▶ **Stored data entries**:
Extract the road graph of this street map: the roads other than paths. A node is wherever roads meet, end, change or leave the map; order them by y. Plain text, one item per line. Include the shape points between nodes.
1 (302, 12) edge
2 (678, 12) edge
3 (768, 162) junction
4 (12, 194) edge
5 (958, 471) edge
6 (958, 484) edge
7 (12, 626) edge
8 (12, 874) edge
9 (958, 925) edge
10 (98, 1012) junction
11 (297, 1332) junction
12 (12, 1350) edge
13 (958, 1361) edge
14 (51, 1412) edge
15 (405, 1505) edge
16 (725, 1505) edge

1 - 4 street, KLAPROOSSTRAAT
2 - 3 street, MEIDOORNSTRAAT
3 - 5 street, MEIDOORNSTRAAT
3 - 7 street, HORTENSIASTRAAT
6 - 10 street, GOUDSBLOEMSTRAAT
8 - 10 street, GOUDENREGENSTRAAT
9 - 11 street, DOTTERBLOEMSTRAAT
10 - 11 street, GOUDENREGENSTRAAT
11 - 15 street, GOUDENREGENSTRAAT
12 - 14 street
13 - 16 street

▶ **TASK BRIEF**: Write out every entry above, word for word.

▶ **EXERCISE ANSWER**:
Extract the road graph of this street map: the roads other than paths. A node is wherever roads meet, end, change or leave the map; order them by y. Plain text, one item per line. Include the shape points between nodes.
1 (302, 12) edge
2 (678, 12) edge
3 (768, 162) junction
4 (12, 194) edge
5 (958, 471) edge
6 (958, 484) edge
7 (12, 626) edge
8 (12, 874) edge
9 (958, 925) edge
10 (98, 1012) junction
11 (297, 1332) junction
12 (12, 1350) edge
13 (958, 1361) edge
14 (51, 1412) edge
15 (405, 1505) edge
16 (725, 1505) edge

1 - 4 street, KLAPROOSSTRAAT
2 - 3 street, MEIDOORNSTRAAT
3 - 5 street, MEIDOORNSTRAAT
3 - 7 street, HORTENSIASTRAAT
6 - 10 street, GOUDSBLOEMSTRAAT
8 - 10 street, GOUDENREGENSTRAAT
9 - 11 street, DOTTERBLOEMSTRAAT
10 - 11 street, GOUDENREGENSTRAAT
11 - 15 street, GOUDENREGENSTRAAT
12 - 14 street
13 - 16 street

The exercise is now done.